Vitiligo: possível de ser controlada

vitiligoCaracterizada pela perda da pigmentação natural da pele ela aparece em forma de manchas brancas de diversos tamanhos geralmente no rosto, mãos, cotovelos, joelhos e pés. O vitiligo é uma doença dermatológica benigna, não prejudica a saúde física do paciente e não é contagioso.

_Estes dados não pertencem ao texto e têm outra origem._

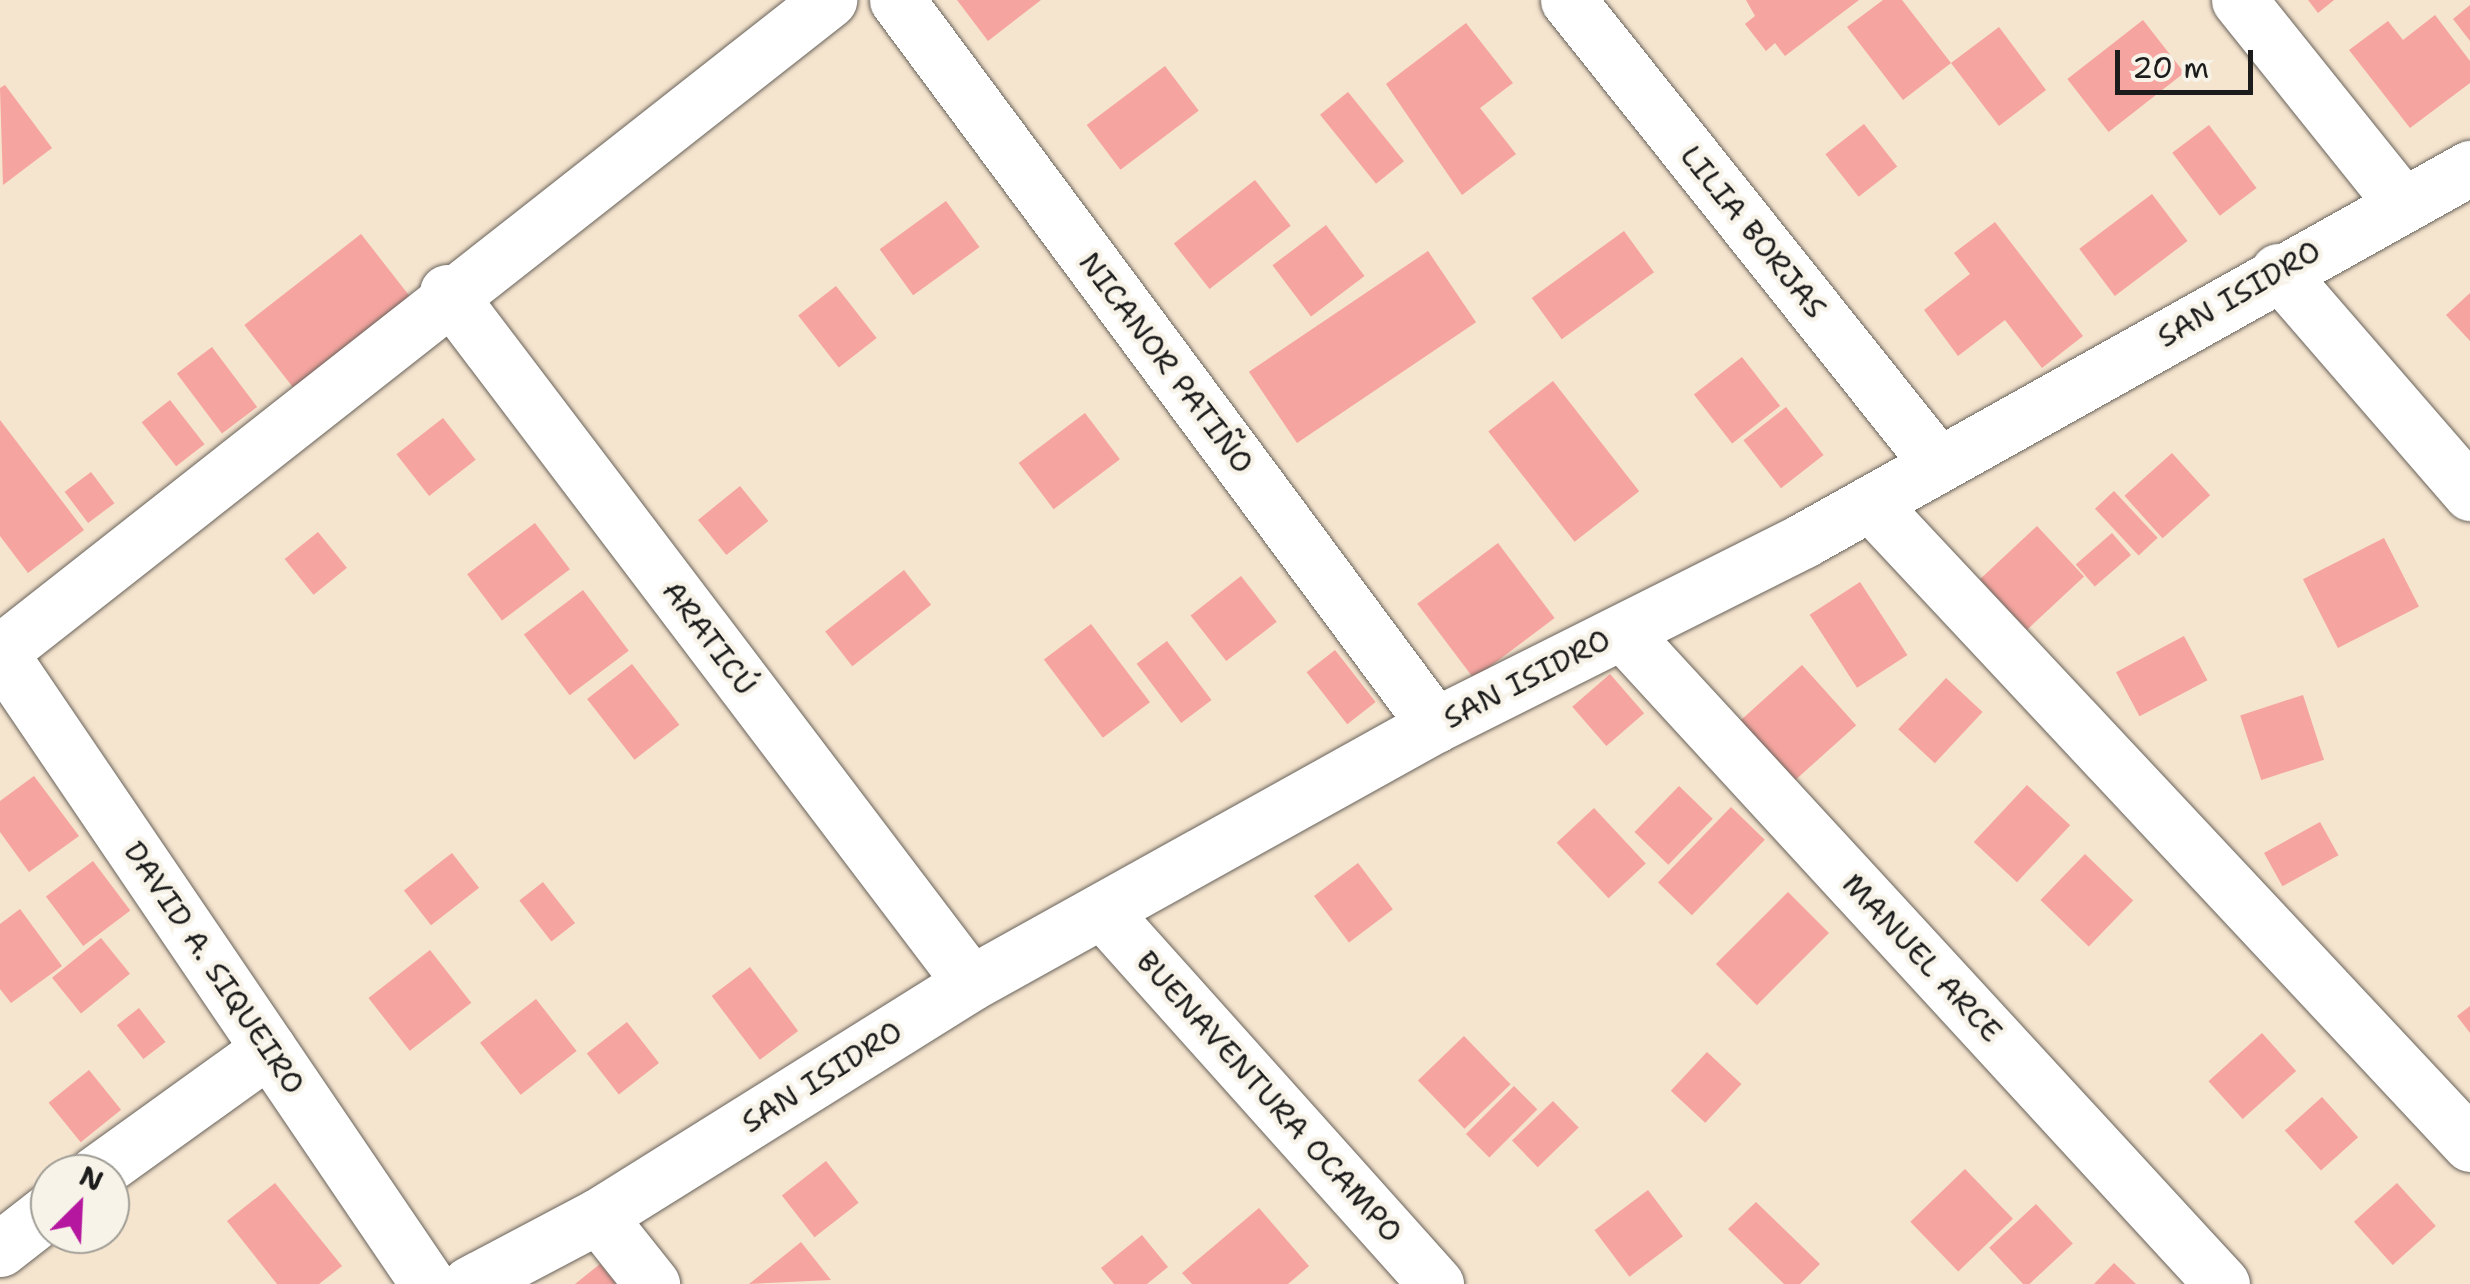 <!DOCTYPE html>
<meta charset="utf-8">
<style>
body{margin:0}
#map{position:relative;width:2470px;height:1284px;overflow:hidden;background:#f5e4ce;font-family:"Shantell Sans",sans-serif}
div>[style]{position:absolute}
[style*='--x']{left:calc(var(--x)*1px);top:calc(var(--y)*1px);width:calc(var(--w)*1px);rotate:calc(var(--a)*1deg)}
.building>*{inset:0;background:#f5a49f;transform-origin:0 0}
.roads{filter:drop-shadow(0 0 2px #68625a) drop-shadow(0 0 2px #68625a)}
.minor>*{height:55px;margin:-27.5px;padding:0 27.5px;transform-origin:27.5px;border-radius:27.5px;background:#fff}
span{translate:-50% -50%;white-space:nowrap;text-align:center;line-height:1.15;-webkit-text-stroke:9px #f7f3e8;paint-order:stroke}
.street-label{font-size:30px;color:#1c1c1c}
.north{position:absolute;left:30px;top:1154px;width:100px;height:100px;box-sizing:border-box;background:#f7f3e8;border:2px solid #9f9d96;border-radius:50%;rotate:24deg;font-size:28px;font-weight:700;line-height:40px;text-align:center;color:#1c1c1c}
.north::after{content:'';display:block;margin:auto;width:35px;height:45px;background:#b5179e;clip-path:polygon(50% 0,100% 100%,50% 72%,0 100%)}
.scale{position:absolute;left:2115px;top:50px;width:138px;height:45px;box-sizing:border-box;border:5px solid #1c1c1c;border-top:0;padding-left:12px;font-size:30px;line-height:35px;white-space:nowrap;color:#1c1c1c;-webkit-text-stroke:8px #f7f3e8;paint-order:stroke}
</style>
<div id="map">
<div class="building">
<div style="clip-path:polygon(957px 0,1041px 0,988px 41px)"></div>
<div style="clip-path:polygon(1746px 0,1859px 0,1785px 56px,1775px 43px,1766px 51px,1745px 24px,1755px 16px)"></div>
<div style="clip-path:polygon(1883px 0,1902px 0,1951px 63px,1999px 27px,2046px 90px,1999px 126px,1951px 63px,1903px 100px,1847px 27px)"></div>
<div style="clip-path:polygon(2308px 0,2334px 0,2318px 13px)"></div>
<div style="clip-path:polygon(2470px 5px,2470px 41px,2453px 19px)"></div>
<div style="clip-path:polygon(2435px 15px,2470px 61px,2470px 83px,2410px 128px,2349px 50px,2388px 21px,2403px 40px)"></div>
<div style="left:2143px;top:20px;width:67px;height:96px;rotate:52deg"></div>
<div style="clip-path:polygon(1466px 23px,1513px 83px,1480px 108px,1516px 154px,1462px 195px,1386px 84px)"></div>
<div style="left:1165px;top:66px;width:56px;height:98px;rotate:53deg"></div>
<div style="clip-path:polygon(5px 85px,52px 148px,3px 185px,0 88px)"></div>
<div style="left:1348px;top:92px;width:89px;height:36px;rotate:51deg"></div>
<div style="left:1864px;top:124px;width:54px;height:49px;rotate:52deg"></div>
<div style="left:2209px;top:125px;width:79px;height:46px;rotate:53deg"></div>
<div style="left:1255px;top:180px;width:58px;height:103px;rotate:52deg"></div>
<div style="left:2152px;top:194px;width:59px;height:91px;rotate:53deg"></div>
<div style="left:946px;top:201px;width:57px;height:82px;rotate:54deg"></div>
<div style="clip-path:polygon(1995px 222px,2083px 336px,2042px 368px,2005px 320px,1958px 356px,1924px 310px,1970px 274px,1954px 253px)"></div>
<div style="left:1326px;top:225px;width:64px;height:67px;rotate:53deg"></div>
<div style="left:1624px;top:231px;width:51px;height:114px;rotate:54deg"></div>
<div style="left:361px;top:234px;width:82px;height:148px;rotate:52deg"></div>
<div style="left:1428px;top:251px;width:86px;height:216px;rotate:56deg"></div>
<div style="left:836px;top:286px;width:66px;height:48px;rotate:52deg"></div>
<div style="clip-path:polygon(2470px 293px,2470px 341px,2446px 315px)"></div>
<div style="left:212px;top:347px;width:75px;height:44px;rotate:53deg"></div>
<div style="left:1742px;top:357px;width:62px;height:61px;rotate:52deg"></div>
<div style="left:1553px;top:381px;width:140px;height:82px;rotate:52deg"></div>
<div style="left:170px;top:400px;width:56px;height:36px;rotate:52deg"></div>
<div style="left:1786px;top:407px;width:61px;height:54px;rotate:52deg"></div>
<div style="left:1085px;top:413px;width:58px;height:83px;rotate:53deg"></div>
<div style="left:443px;top:418px;width:53px;height:59px;rotate:52deg"></div>
<div style="clip-path:polygon(0 420px,84px 530px,28px 573px,0 536px)"></div>
<div style="left:2172px;top:453px;width:57px;height:64px;rotate:48deg"></div>
<div style="left:91px;top:472px;width:39px;height:33px;rotate:53deg"></div>
<div style="left:740px;top:486px;width:45px;height:54px;rotate:51deg"></div>
<div style="left:2114px;top:491px;width:64px;height:26px;rotate:47deg"></div>
<div style="left:535px;top:523px;width:58px;height:85px;rotate:53deg"></div>
<div style="left:2037px;top:526px;width:69px;height:78px;rotate:47deg"></div>
<div style="left:318px;top:532px;width:46px;height:43px;rotate:51deg"></div>
<div style="left:2112px;top:533px;width:29px;height:48px;rotate:49deg"></div>
<div style="left:2384px;top:538px;width:77px;height:91px;rotate:63deg"></div>
<div style="left:1498px;top:543px;width:94px;height:101px;rotate:53deg"></div>
<div style="left:904px;top:570px;width:44px;height:100px;rotate:52deg"></div>
<div style="left:1241px;top:576px;width:58px;height:64px;rotate:52deg"></div>
<div style="left:1860px;top:582px;width:87px;height:60px;rotate:57deg"></div>
<div style="left:583px;top:590px;width:76px;height:74px;rotate:53deg"></div>
<div style="left:1091px;top:624px;width:98px;height:59px;rotate:53deg"></div>
<div style="left:2184px;top:636px;width:50px;height:77px;rotate:62deg"></div>
<div style="left:1167px;top:641px;width:74px;height:38px;rotate:53deg"></div>
<div style="left:1335px;top:650px;width:66px;height:36px;rotate:52deg"></div>
<div style="left:632px;top:664px;width:77px;height:57px;rotate:52deg"></div>
<div style="left:1802px;top:665px;width:81px;height:85px;rotate:48deg"></div>
<div style="left:1610px;top:674px;width:52px;height:50px;rotate:49deg"></div>
<div style="left:1946px;top:678px;width:50px;height:70px;rotate:43deg"></div>
<div style="left:2303px;top:695px;width:68px;height:66px;rotate:72deg"></div>
<div style="clip-path:polygon(34px 776px,79px 836px,29px 872px,0 832px,0 801px)"></div>
<div style="left:2027px;top:785px;width:59px;height:78px;rotate:43deg"></div>
<div style="left:1679px;top:786px;width:47px;height:64px;rotate:44deg"></div>
<div style="left:1731px;top:807px;width:47px;height:105px;rotate:44deg"></div>
<div style="left:1594px;top:808px;width:76px;height:51px;rotate:47deg"></div>
<div style="left:2320px;top:822px;width:38px;height:64px;rotate:61deg"></div>
<div style="left:452px;top:853px;width:44px;height:61px;rotate:52deg"></div>
<div style="left:2085px;top:854px;width:67px;height:64px;rotate:44deg"></div>
<div style="left:93px;top:861px;width:62px;height:59px;rotate:53deg"></div>
<div style="left:1358px;top:863px;width:58px;height:55px;rotate:53deg"></div>
<div style="left:543px;top:882px;width:52px;height:30px;rotate:52deg"></div>
<div style="left:1788px;top:892px;width:58px;height:102px;rotate:45deg"></div>
<div style="clip-path:polygon(20px 909px,62px 966px,11px 1003px,0 989px,0 924px)"></div>
<div style="left:101px;top:938px;width:46px;height:63px;rotate:51deg"></div>
<div style="left:430px;top:950px;width:67px;height:78px;rotate:52deg"></div>
<div style="left:750px;top:967px;width:80px;height:48px;rotate:53deg"></div>
<div style="left:536px;top:999px;width:66px;height:71px;rotate:52deg"></div>
<div style="clip-path:polygon(2470px 1006px,2470px 1033px,2457px 1016px)"></div>
<div style="left:139px;top:1008px;width:43px;height:28px;rotate:52deg"></div>
<div style="left:627px;top:1022px;width:52px;height:51px;rotate:52deg"></div>
<div style="left:2262px;top:1033px;width:51px;height:72px;rotate:48deg"></div>
<div style="left:1464px;top:1036px;width:67px;height:64px;rotate:46deg"></div>
<div style="left:1707px;top:1052px;width:47px;height:53px;rotate:43deg"></div>
<div style="left:89px;top:1070px;width:51px;height:52px;rotate:51deg"></div>
<div style="left:1514px;top:1086px;width:33px;height:68px;rotate:45deg"></div>
<div style="left:2322px;top:1097px;width:54px;height:50px;rotate:48deg"></div>
<div style="left:1553px;top:1101px;width:37px;height:57px;rotate:46deg"></div>
<div style="left:826px;top:1161px;width:53px;height:56px;rotate:52deg"></div>
<div style="left:1965px;top:1169px;width:69px;height:76px;rotate:46deg"></div>
<div style="clip-path:polygon(275px 1183px,342px 1266px,319px 1284px,277px 1284px,227px 1221px)"></div>
<div style="left:2397px;top:1183px;width:58px;height:58px;rotate:48deg"></div>
<div style="left:1648px;top:1190px;width:58px;height:67px;rotate:53deg"></div>
<div style="clip-path:polygon(1756px 1202px,1820px 1264px,1800px 1284px,1784px 1284px,1728px 1229px)"></div>
<div style="left:2036px;top:1204px;width:54px;height:64px;rotate:47deg"></div>
<div style="clip-path:polygon(1259px 1208px,1309px 1266px,1288px 1284px,1192px 1284px,1182px 1273px)"></div>
<div style="clip-path:polygon(1142px 1235px,1168px 1267px,1147px 1284px,1114px 1284px,1101px 1268px)"></div>
<div style="clip-path:polygon(801px 1242px,831px 1280px,749px 1284px)"></div>
<div style="clip-path:polygon(2114px 1263px,2136px 1284px,2094px 1284px)"></div>
<div style="clip-path:polygon(600px 1264px,616px 1284px,575px 1284px)"></div>
</div>
<div class="roads">
<div class="minor">
<div style="--x:897;--y:0;--w:903;--a:53.42"></div>
<div style="--x:1568;--y:0;--w:593;--a:51.43"></div>
<div style="--x:2239;--y:0;--w:259;--a:51.3"></div>
<div style="--x:2278;--y:271;--w:294;--a:49.1"></div>
<div style="--x:447;--y:292;--w:867;--a:52.83"></div>
<div style="--x:1870;--y:503;--w:878;--a:46.89"></div>
<div style="--x:1622;--y:632;--w:886;--a:47.38"></div>
<div style="--x:0;--y:652;--w:1055;--a:-38.18"></div>
<div style="--x:0;--y:653;--w:762;--a:55.85"></div>
<div style="--x:1102;--y:911;--w:501;--a:48.16"></div>
<div style="--x:95;--y:1174;--w:214;--a:-35.7"></div>
<div style="--x:598;--y:1216;--w:87;--a:51.5"></div>
<div style="--x:0;--y:1249;--w:63;--a:-38"></div>
<div style="--x:469;--y:1284;--w:146;--a:-27.8"></div>
<div style="--x:598;--y:1216;--w:440;--a:-32"></div>
<div style="--x:971;--y:983;--w:531;--a:-29.08"></div>
<div style="--x:1435;--y:725;--w:413;--a:-26.6"></div>
<div style="--x:1804;--y:540;--w:763;--a:-29.19"></div>
</div>
</div>
<div class="street-label">
<span style="left:1753px;top:232px;rotate:51deg">LILIA BORJAS</span>
<span style="left:2239px;top:294px;rotate:-30deg">SAN ISIDRO</span>
<span style="left:1166px;top:363px;rotate:53deg">NICANOR PATIÑO</span>
<span style="left:709px;top:638px;rotate:53deg">ARATICÚ</span>
<span style="left:1527px;top:679px;rotate:-27deg">SAN ISIDRO</span>
<span style="left:1922px;top:958px;rotate:47deg">MANUEL ARCE</span>
<span style="left:214px;top:968px;rotate:56deg">DAVID A. SIQUEIRO</span>
<span style="left:822px;top:1077px;rotate:-32deg">SAN ISIDRO</span>
<span style="left:1269px;top:1097px;rotate:48deg">BUENAVENTURA OCAMPO</span>
</div>
<div class="north">N</div>
<div class="scale">20 m</div>
</div>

Ainda sem saber explicar ao certo o que causa essa doença, os médicos estão sempre estudando mais sobre o assunto. Atualmente a teoria mais aceita define a doença como autoimune e a causa é desconhecida. A disfunção do sistema imunológico faz com que as defesas do corpo ataquem os melanócitos que são as células responsáveis por produzir a melanina, que dá cor à pele.

O vitiligo pode aparecer em qualquer idade. Existe um índice elevado da doença em algumas famílias. Ele está associado a três outras doenças autoimunes: doença de Addison, hipertireoidismo e anemia perniciosa.

Não existe um exame específico para saber o tipo de vitiligo, segundo a dermatologista Dr.ª Juçara Cunha Lopes, 30% dos casos são genéticos, aparecem após traumas ou queimaduras solares. “O diagnostico é clinico. Podendo-se fazer uma biopsia (exame anatomopatológico) que vai nos confirmar se é ou não Vitiligo. Existe só um tipo, com localizações variadas”, enfatiza.

O estigma da doença e a desinformação levam ao isolamento ou ao estresse. Além disso, o estado emocional pode contribuir para a evolução no aparecimento das manchas. Por isso, paralelamente ao acompanhamento clínico da condição, os médicos recomendam também um acompanhamento psicológico para os pacientes acometidos por essa disfunção.

Muitas pessoas sofrem com as manchas nos lábios, principalmente as mulheres que acabam fazendo diversos tratamentos sem melhora. Todo tratamento é para estimular a volta do pigmento. A aplicação de corticoides ainda é a primeira opção na maioria dos casos para o tratamento. “Usam-se corticoides tópicos, psoralenicos, imunomoduladores. A resposta é muito variada podendo levar de meses a anos para obter resultado”, explica Drª Juçara.

O cuidado no verão é o mesmo para quem não tem o vitiligo, evitar a exposição excessiva ao sol pelo risco de queimaduras e usar sempre protetor solar mínimo fator 30.